Whole-cell suspensions were prepared from the perfused livers of rats injected with iron particles, and further fractionated into reticulo-endothelial cells containing iron, which were separated by means of a magnet, and parenchymatous cells, isolated by centrifuging. In 2 experiments, purified parenchymatous cells were further fractionated into 1 nuclear and 4 cytoplasmic fractions, according to the scheme of Duve et al. (1955). All fractions were analyzed for N, cyto-chrome oxidase, acid phosphatase ribonuclease, deoxyribonuclease, cathepsin, [beta]-glucuronidase, uricase and glycose 6-phosphatase. All investigated enzymes were present in significant amounts in the parenchymatous cells and showed the same distribution amongst the fractions isolated from these cells as was observed previously on unperfused whole liver. The reticulo-endothelial cell fraction also contained all the activities, but in this the possibility that some of the enzymes were derived from contaminating components of parenchymatous origin could not be ruled out.

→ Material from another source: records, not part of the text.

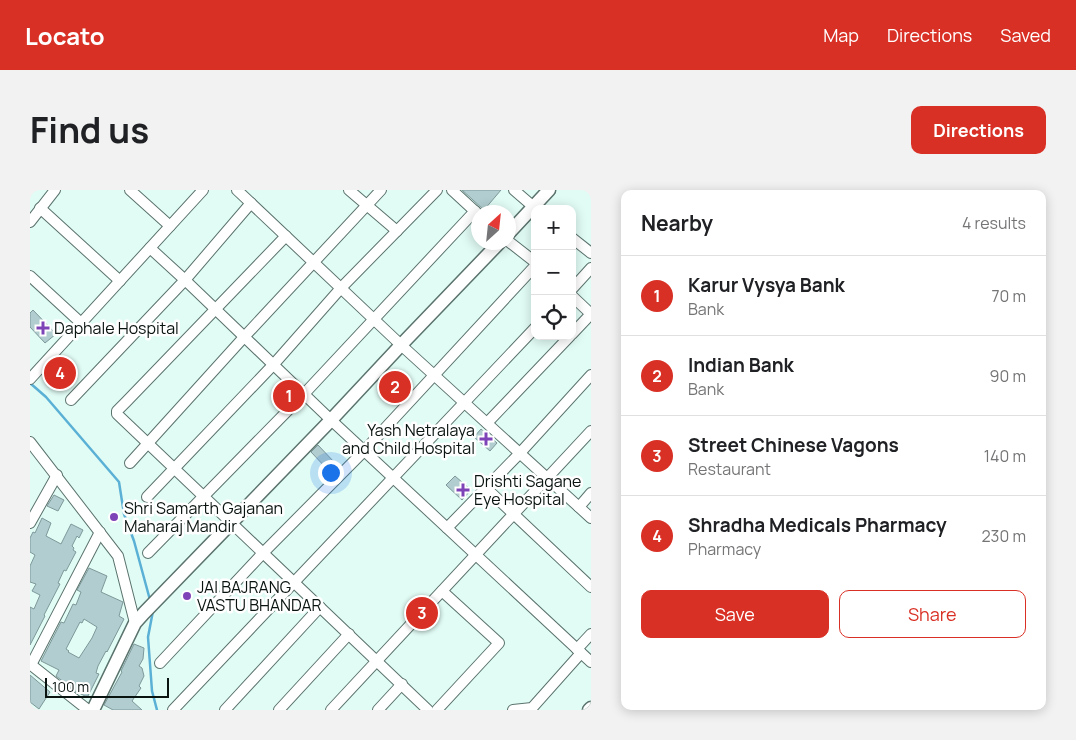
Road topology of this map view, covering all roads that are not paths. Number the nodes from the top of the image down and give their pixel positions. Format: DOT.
graph roads {
  1 [pos="55,190"];
  2 [pos="130,190"];
  3 [pos="204,190"];
  4 [pos="237,190"];
  5 [pos="349,190"];
  6 [pos="381,190"];
  7 [pos="437,190"];
  8 [pos="452,190"];
  9 [pos="514,190"];
  10 [pos="549,190"];
  11 [pos="251,203"];
  12 [pos="367,205"];
  13 [pos="532,205"];
  14 [pos="537,205"];
  15 [pos="471,207"];
  16 [pos="40,208"];
  17 [pos="531,212"];
  18 [pos="471,218"];
  19 [pos="30,222"];
  20 [pos="170,226"];
  21 [pos="516,226"];
  22 [pos="397,231"];
  23 [pos="286,236"];
  24 [pos="576,241"];
  25 [pos="516,247"];
  26 [pos="150,248"];
  27 [pos="492,250"];
  28 [pos="591,254"];
  29 [pos="531,259"];
  30 [pos="314,262"];
  31 [pos="591,268"];
  32 [pos="531,270"];
  33 [pos="30,276"];
  34 [pos="185,280"];
  35 [pos="120,282"];
  36 [pos="576,285"];
  37 [pos="341,288"];
  38 [pos="576,300"];
  39 [pos="216,309"];
  40 [pos="591,314"];
  41 [pos="374,319"];
  42 [pos="81,323"];
  43 [pos="576,330"];
  44 [pos="531,332"];
  45 [pos="245,336"];
  46 [pos="566,340"];
  47 [pos="401,345"];
  48 [pos="274,364"];
  49 [pos="433,374"];
  50 [pos="591,375"];
  51 [pos="30,379"];
  52 [pos="304,394"];
  53 [pos="71,400"];
  54 [pos="463,402"];
  55 [pos="331,420"];
  56 [pos="487,423"];
  57 [pos="591,431"];
  58 [pos="30,442"];
  59 [pos="147,444"];
  60 [pos="364,451"];
  61 [pos="520,453"];
  62 [pos="130,463"];
  63 [pos="174,469"];
  64 [pos="57,475"];
  65 [pos="392,477"];
  66 [pos="547,478"];
  67 [pos="486,488"];
  68 [pos="591,494"];
  69 [pos="146,497"];
  70 [pos="203,497"];
  71 [pos="579,507"];
  72 [pos="514,513"];
  73 [pos="591,518"];
  74 [pos="30,523"];
  75 [pos="231,523"];
  76 [pos="447,528"];
  77 [pos="100,532"];
  78 [pos="148,553"];
  79 [pos="263,553"];
  80 [pos="475,555"];
  81 [pos="294,582"];
  82 [pos="591,587"];
  83 [pos="442,591"];
  84 [pos="320,607"];
  85 [pos="136,623"];
  86 [pos="349,634"];
  87 [pos="591,634"];
  88 [pos="579,651"];
  89 [pos="378,662"];
  90 [pos="591,662"];
  91 [pos="160,663"];
  92 [pos="31,664"];
  93 [pos="402,684"];
  94 [pos="88,710"];
  95 [pos="93,710"];
  96 [pos="173,710"];
  97 [pos="225,710"];
  98 [pos="280,710"];
  99 [pos="331,710"];
  100 [pos="378,710"];
  101 [pos="428,710"];
  102 [pos="437,710"];
  103 [pos="513,710"];
  1 -- 16 [label="street"];
  2 -- 20 [label="street"];
  3 -- 20 [label="street"];
  4 -- 11 [label="street"];
  5 -- 12 [label="street"];
  6 -- 12 [label="street"];
  7 -- 22 [label="street"];
  8 -- 15 [label="street"];
  9 -- 13 [label="street"];
  10 -- 14 [label="street"];
  11 -- 23 [label="street"];
  11 -- 34 [label="street"];
  12 -- 22 [label="street"];
  12 -- 30 [label="street"];
  16 -- 19 [label="street"];
  16 -- 35 [label="street"];
  17 -- 21 [label="street"];
  18 -- 41 [label="street"];
  20 -- 26 [label="street"];
  22 -- 37 [label="street"];
  23 -- 30 [label="street"];
  23 -- 39 [label="street"];
  24 -- 28 [label="street"];
  25 -- 29 [label="street"];
  26 -- 34 [label="street"];
  26 -- 35 [label="street"];
  27 -- 47 [label="street"];
  30 -- 37 [label="street"];
  30 -- 45 [label="street"];
  31 -- 36 [label="street"];
  32 -- 49 [label="street"];
  33 -- 42 [label="street"];
  34 -- 39 [label="street"];
  34 -- 53 [label="street"];
  35 -- 42 [label="street"];
  37 -- 41 [label="street"];
  37 -- 48 [label="street"];
  38 -- 40 [label="street"];
  39 -- 45 [label="street"];
  39 -- 59 [label="street"];
  40 -- 43 [label="street"];
  41 -- 47 [label="street"];
  41 -- 52 [label="street"];
  42 -- 51 [label="street"];
  44 -- 54 [label="street"];
  45 -- 48 [label="street"];
  45 -- 59 [label="street"];
  46 -- 56 [label="street"];
  47 -- 49 [label="street"];
  47 -- 55 [label="street"];
  48 -- 52 [label="street"];
  48 -- 63 [label="street"];
  49 -- 54 [label="street"];
  49 -- 60 [label="street"];
  50 -- 61 [label="street"];
  52 -- 55 [label="street"];
  52 -- 70 [label="street"];
  54 -- 56 [label="street"];
  54 -- 65 [label="street"];
  55 -- 60 [label="street"];
  55 -- 75 [label="street"];
  56 -- 61 [label="street"];
  57 -- 66 [label="street"];
  58 -- 64 [label="street"];
  59 -- 62 [label="street"];
  59 -- 63 [label="street"];
  60 -- 65 [label="street"];
  60 -- 79 [label="street"];
  61 -- 66 [label="street"];
  61 -- 67 [label="street"];
  63 -- 69 [label="street"];
  63 -- 70 [label="street"];
  64 -- 74 [label="street"];
  64 -- 77 [label="street"];
  65 -- 76 [label="street"];
  65 -- 81 [label="street"];
  66 -- 71 [label="street"];
  66 -- 72 [label="street"];
  67 -- 72 [label="street"];
  67 -- 76 [label="street"];
  68 -- 71 [label="street"];
  70 -- 75 [label="street"];
  70 -- 78 [label="street"];
  71 -- 73 [label="street"];
  72 -- 80 [label="street"];
  72 -- 82 [label="street"];
  75 -- 79 [label="street"];
  75 -- 85 [label="street"];
  76 -- 80 [label="street"];
  77 -- 85 [label="street"];
  77 -- 92 [label="street"];
  79 -- 81 [label="street"];
  79 -- 91 [label="street"];
  80 -- 83 [label="street"];
  80 -- 88 [label="street"];
  81 -- 84 [label="street"];
  81 -- 96 [label="street"];
  83 -- 89 [label="street"];
  83 -- 102 [label="street"];
  84 -- 86 [label="street"];
  84 -- 97 [label="street"];
  85 -- 95 [label="street"];
  86 -- 89 [label="street"];
  86 -- 98 [label="street"];
  87 -- 88 [label="street"];
  88 -- 90 [label="street"];
  88 -- 103 [label="street"];
  89 -- 93 [label="street"];
  89 -- 99 [label="street"];
  92 -- 94 [label="street"];
  93 -- 100 [label="street"];
  93 -- 101 [label="street"];
}
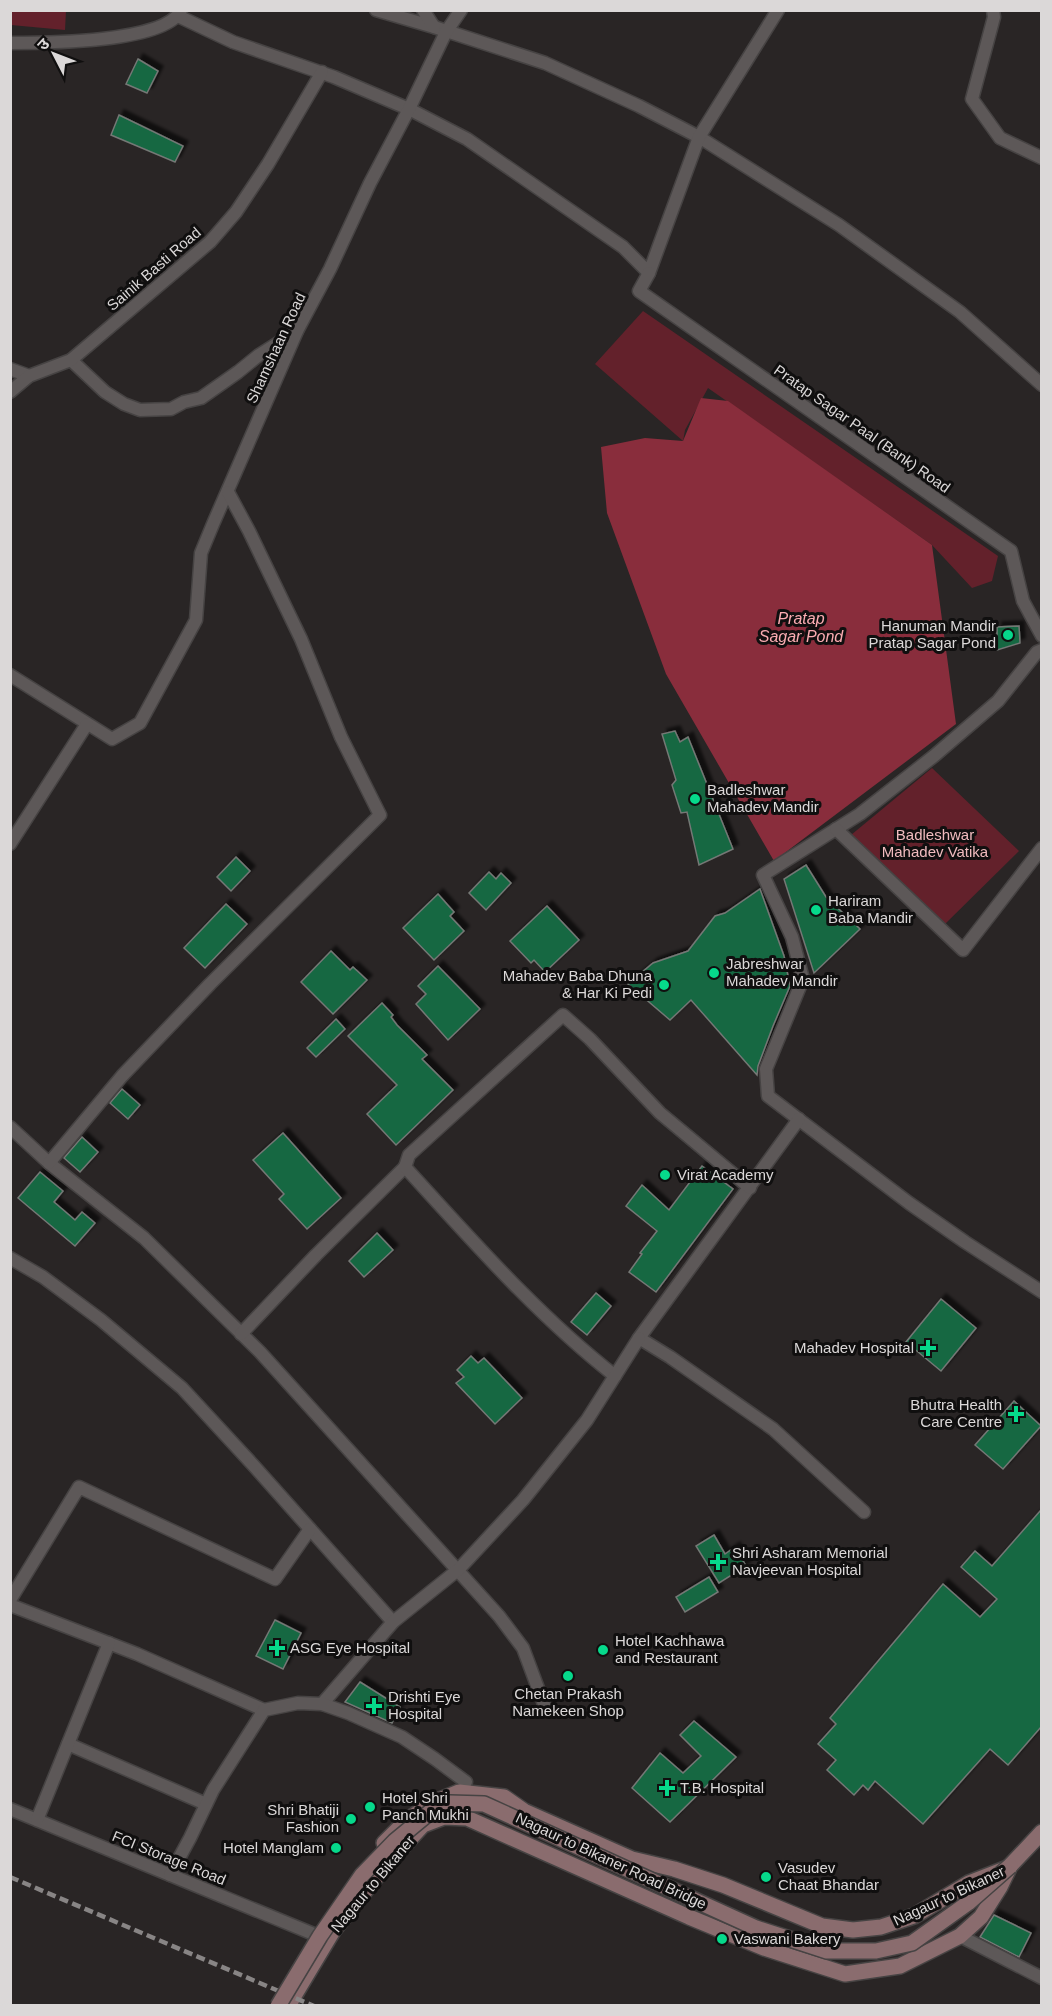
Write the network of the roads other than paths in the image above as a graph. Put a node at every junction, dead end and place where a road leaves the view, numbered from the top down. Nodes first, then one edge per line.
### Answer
1 (376, 10) edge
2 (423, 10) edge
3 (461, 10) edge
4 (778, 10) edge
5 (993, 10) edge
6 (179, 13) edge
7 (434, 27) junction
8 (446, 32) junction
9 (10, 44) edge
10 (322, 72) junction
11 (409, 109) junction
12 (699, 137) junction
13 (1041, 158) edge
14 (650, 273) junction
15 (297, 331) junction
16 (71, 360) junction
17 (10, 369) edge
18 (29, 376) junction
19 (1041, 385) edge
20 (10, 392) edge
21 (228, 492) junction
22 (1041, 636) edge
23 (1041, 650) edge
24 (10, 675) edge
25 (87, 724) junction
26 (836, 829) junction
27 (10, 844) edge
28 (1041, 848) edge
29 (799, 1119) junction
30 (10, 1127) edge
31 (49, 1163) junction
32 (405, 1167) junction
33 (750, 1188) junction
34 (10, 1258) edge
35 (1041, 1292) edge
36 (241, 1334) junction
37 (639, 1338) junction
38 (615, 1376) junction
39 (864, 1512) dead end
40 (310, 1529) junction
41 (459, 1569) junction
42 (10, 1600) edge
43 (10, 1605) edge
44 (393, 1622) junction
45 (109, 1643) junction
46 (322, 1704) junction
47 (545, 1707) dead end
48 (264, 1710) junction
49 (68, 1743) junction
50 (466, 1782) dead end
51 (206, 1804) junction
52 (10, 1809) edge
53 (36, 1820) junction
54 (1041, 1832) edge
55 (1010, 1866) junction
56 (170, 1875) junction
57 (316, 1935) junction
58 (960, 1936) junction
59 (1041, 1978) edge
60 (270, 2006) edge
61 (278, 2006) edge
62 (288, 2006) edge

1 - 7 street
2 - 7 street
3 - 8 street, Shamshaan Road
4 - 12 street
5 - 13 street
6 - 9 street
6 - 10 street
7 - 8 street
8 - 11 street, Shamshaan Road
8 - 12 street
10 - 11 street
10 - 16 street, Sainik Basti Road
11 - 14 street
11 - 15 street, Shamshaan Road
12 - 14 street
12 - 19 street
14 - 22 street, Pratap Sagar Paal (Bank) Road
15 - 16 street
15 - 21 street, Shamshaan Road
16 - 18 street, Sainik Basti Road
17 - 18 street
18 - 20 street, Sainik Basti Road
21 - 25 street, Shamshaan Road
21 - 31 street
23 - 26 street
24 - 25 street
25 - 27 street
26 - 28 street
26 - 29 street
29 - 33 street
29 - 35 street
30 - 31 street
31 - 36 street
32 - 33 street
32 - 36 street
32 - 38 street
33 - 37 street
34 - 40 street
36 - 41 street
37 - 38 street
37 - 39 street
38 - 41 street
40 - 42 street
40 - 44 street
41 - 44 street
41 - 47 street
43 - 45 street
44 - 46 street
45 - 48 street
45 - 49 street
46 - 48 street
46 - 50 street
48 - 51 street
49 - 51 street
49 - 53 street
51 - 56 street
52 - 53 street, FCI Storage Road
53 - 56 street, FCI Storage Road
54 - 55 main road
55 - 57 main road, Nagaur to Bikaner
55 - 58 main road, Nagaur to Bikaner
55 - 61 main road, Nagaur to Bikaner Road Bridge, bridge
56 - 57 street, FCI Storage Road
57 - 60 main road, Nagaur to Bikaner
58 - 59 street
58 - 62 main road, Nagaur to Bikaner

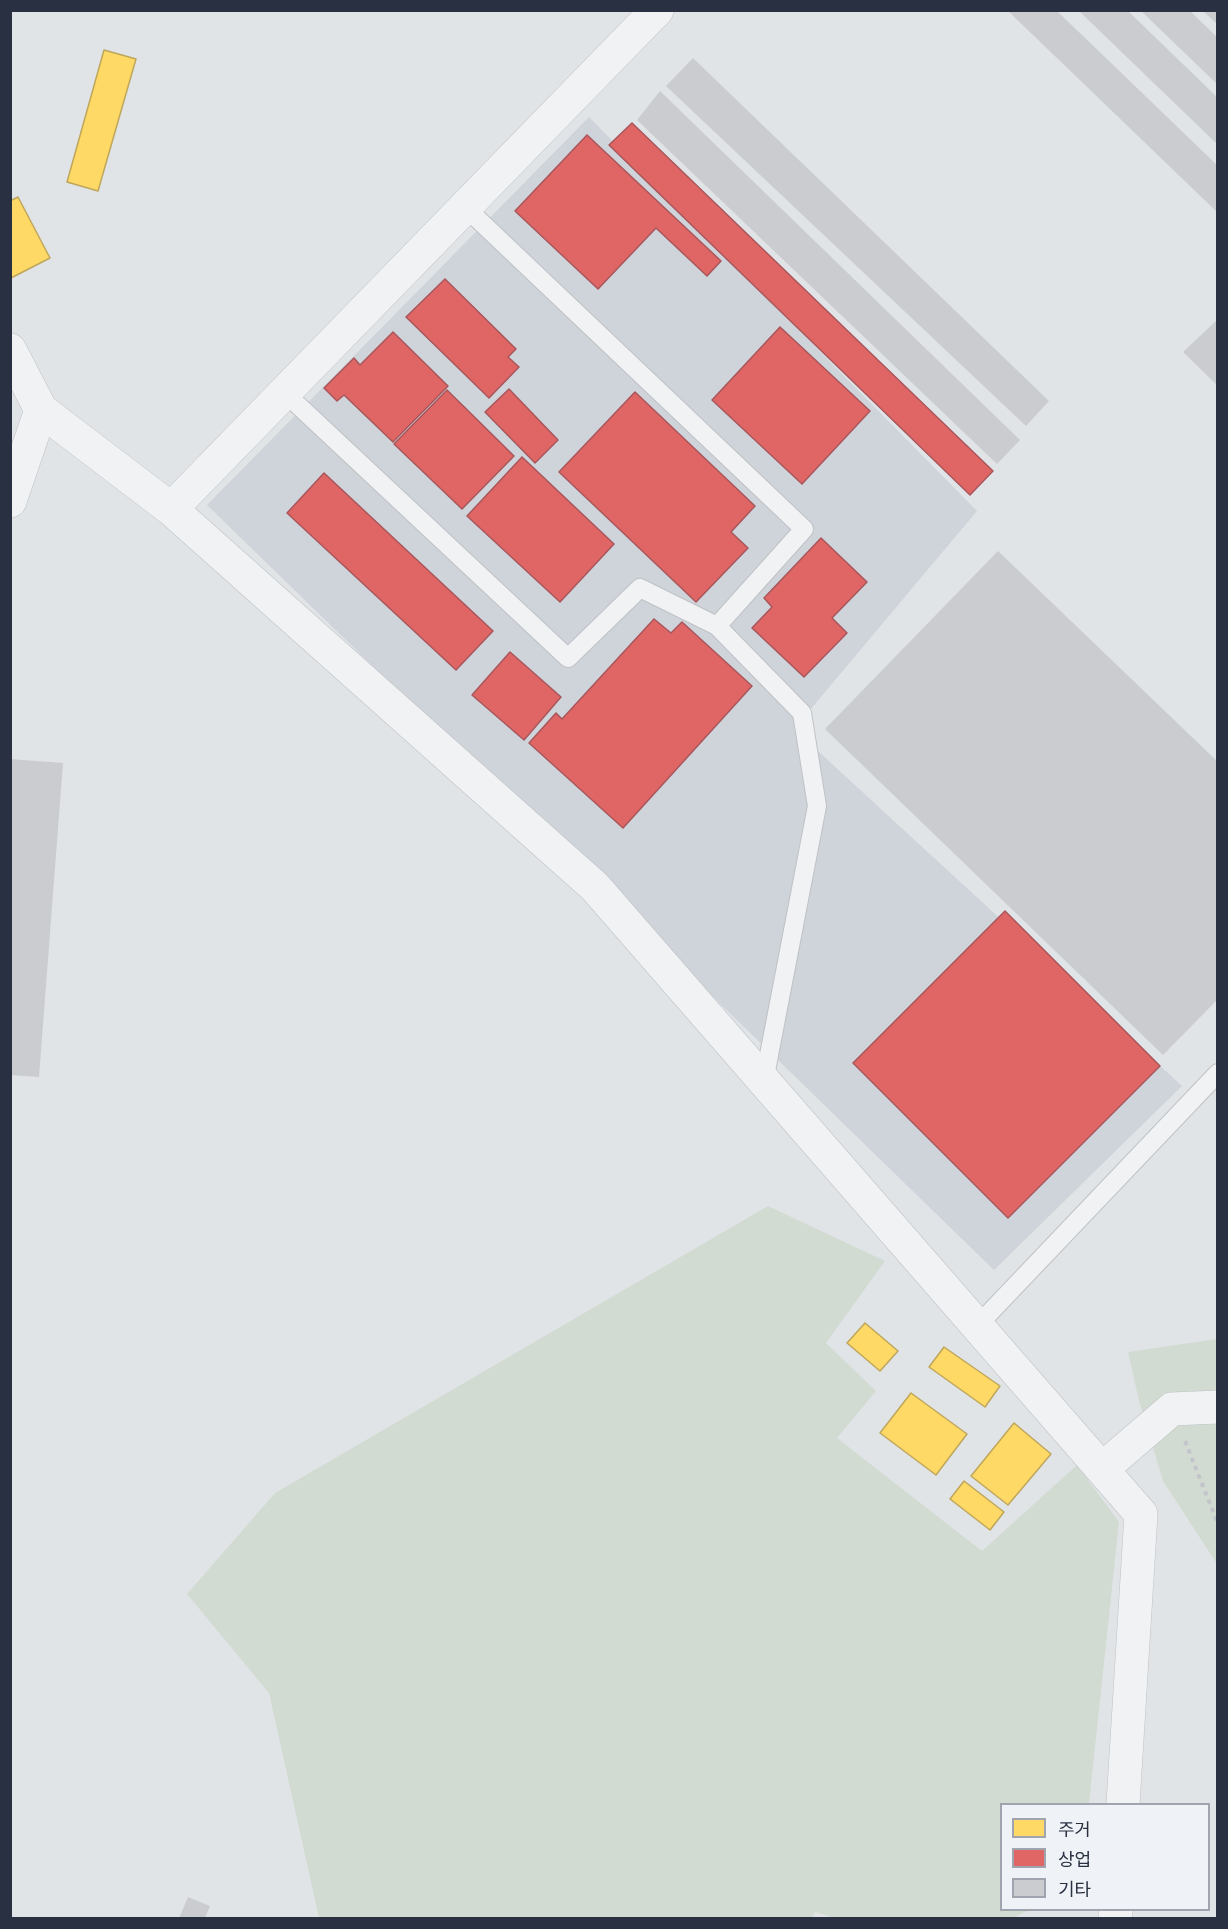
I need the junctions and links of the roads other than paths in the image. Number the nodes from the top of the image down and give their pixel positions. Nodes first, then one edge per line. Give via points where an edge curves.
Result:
1 (657, 10) edge
2 (465, 207) junction
3 (10, 350) edge
4 (285, 393) junction
5 (41, 410) junction
6 (10, 501) edge
7 (171, 509) junction
8 (717, 626) junction
9 (1218, 1073) edge
10 (764, 1080) junction
11 (977, 1326) junction
12 (1218, 1407) edge
13 (1102, 1469) junction
14 (1123, 1803) edge

1 - 2 street
2 - 4 street
2 - 8 lane via 804,529
3 - 5 street
4 - 7 street
4 - 8 lane via 568,658 640,588
5 - 6 street
5 - 7 street
7 - 10 street via 595,886
8 - 10 lane via 802,713 817,806
9 - 11 lane
10 - 11 street
11 - 13 street
12 - 13 street via 1172,1409
13 - 14 street via 1141,1514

Least open to this objection were the results obtained on ribonuclease, deoxyribonuclease and cathepsin, the specific activity of which was increased in the reticulo-endothelial cell fraction. Applying these results to the problem of the cellular origin of lysosomes, it was concluded that these particles belong essentially to the parenchymatous cells, but that some of their characteristic enzymes may also be present in the reticulo-endothelial cells, a possibility which could account, at least partly, for the apparent heterogeneity of lysosomes commented upon in an earlier paper.